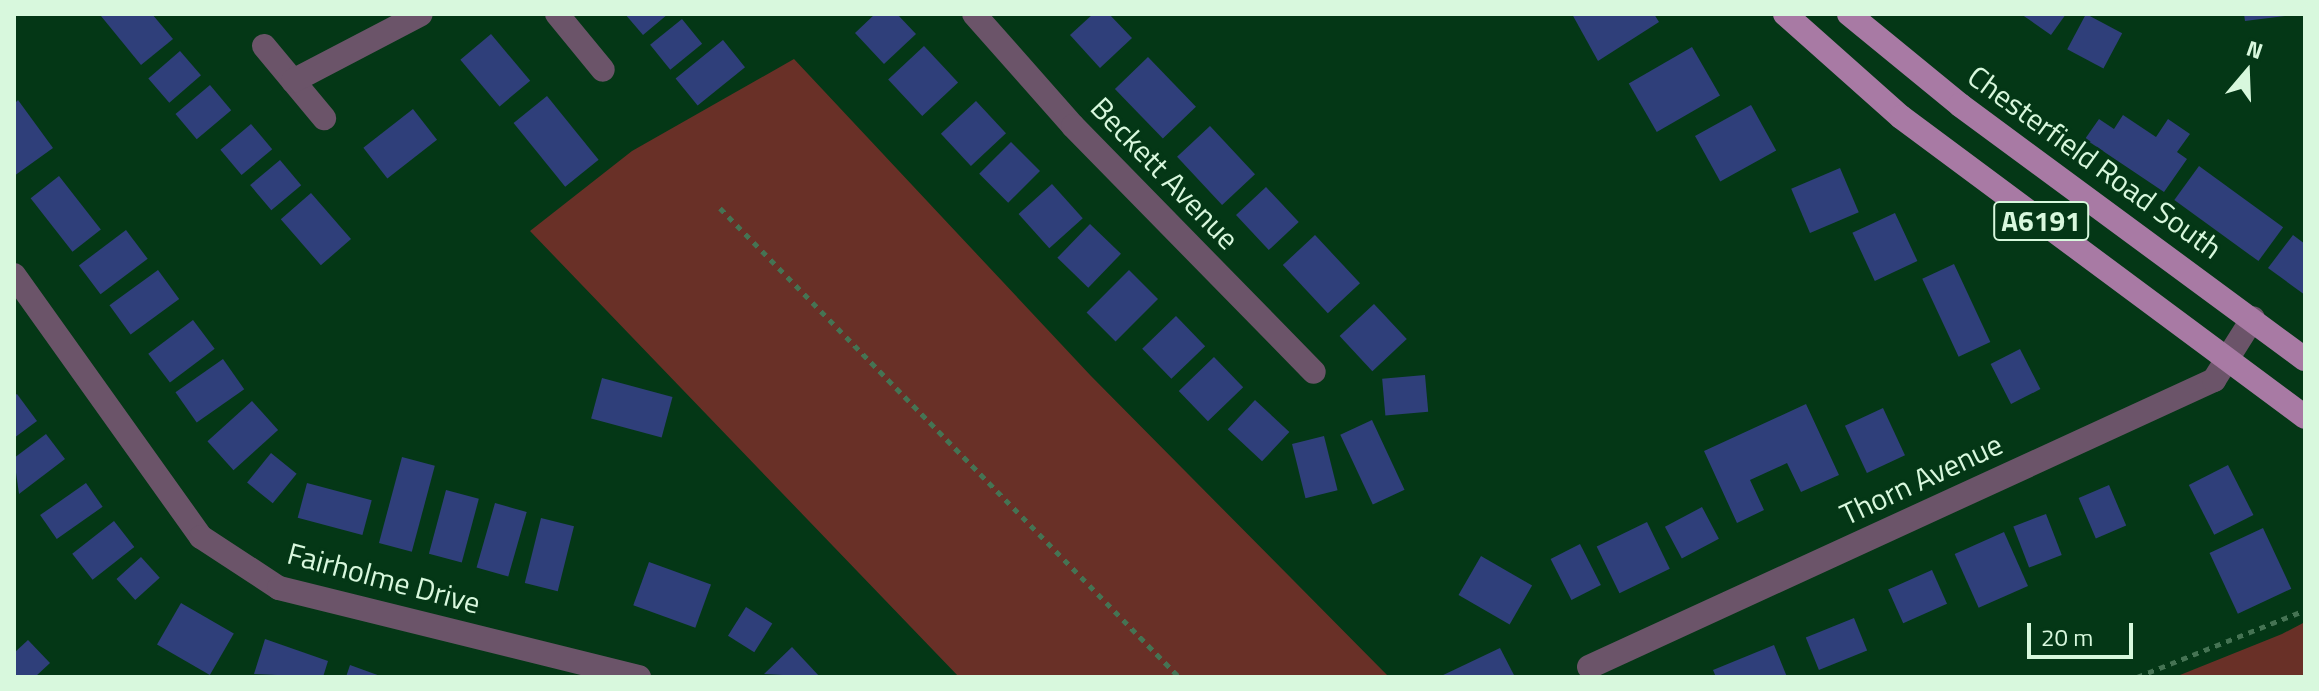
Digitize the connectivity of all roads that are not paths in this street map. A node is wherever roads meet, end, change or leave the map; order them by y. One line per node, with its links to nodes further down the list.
1 (421, 14): 8 (street)
2 (557, 14): 7 (street)
3 (974, 14): 14 (street, Beckett Avenue)
4 (1785, 14): 13 (main road, A6191)
5 (1849, 14): 11 (main road, Chesterfield Road South / A6191)
6 (264, 46): 8 (street)
7 (603, 70)
8 (293, 81): 9 (street)
9 (324, 118)
10 (14, 275): 17 (street, Fairholme Drive)
11 (2253, 318): 12 (main road, Chesterfield Road South / A6191); 13 (street, Thorn Avenue)
12 (2305, 359)
13 (2229, 360): 15 (main road, A6191); 16 (street, Thorn Avenue)
14 (1314, 372)
15 (2305, 417)
16 (1589, 667)
17 (639, 677)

......

Omit the images; transcribe the listing verbatim.

Digitize the connectivity of all roads that are not paths in this street map. A node is wherever roads meet, end, change or leave the map; order them by y. One line per node, with its links to nodes further down the list.
1 (421, 14): 8 (street)
2 (557, 14): 7 (street)
3 (974, 14): 14 (street, Beckett Avenue)
4 (1785, 14): 13 (main road, A6191)
5 (1849, 14): 11 (main road, Chesterfield Road South / A6191)
6 (264, 46): 8 (street)
7 (603, 70)
8 (293, 81): 9 (street)
9 (324, 118)
10 (14, 275): 17 (street, Fairholme Drive)
11 (2253, 318): 12 (main road, Chesterfield Road South / A6191); 13 (street, Thorn Avenue)
12 (2305, 359)
13 (2229, 360): 15 (main road, A6191); 16 (street, Thorn Avenue)
14 (1314, 372)
15 (2305, 417)
16 (1589, 667)
17 (639, 677)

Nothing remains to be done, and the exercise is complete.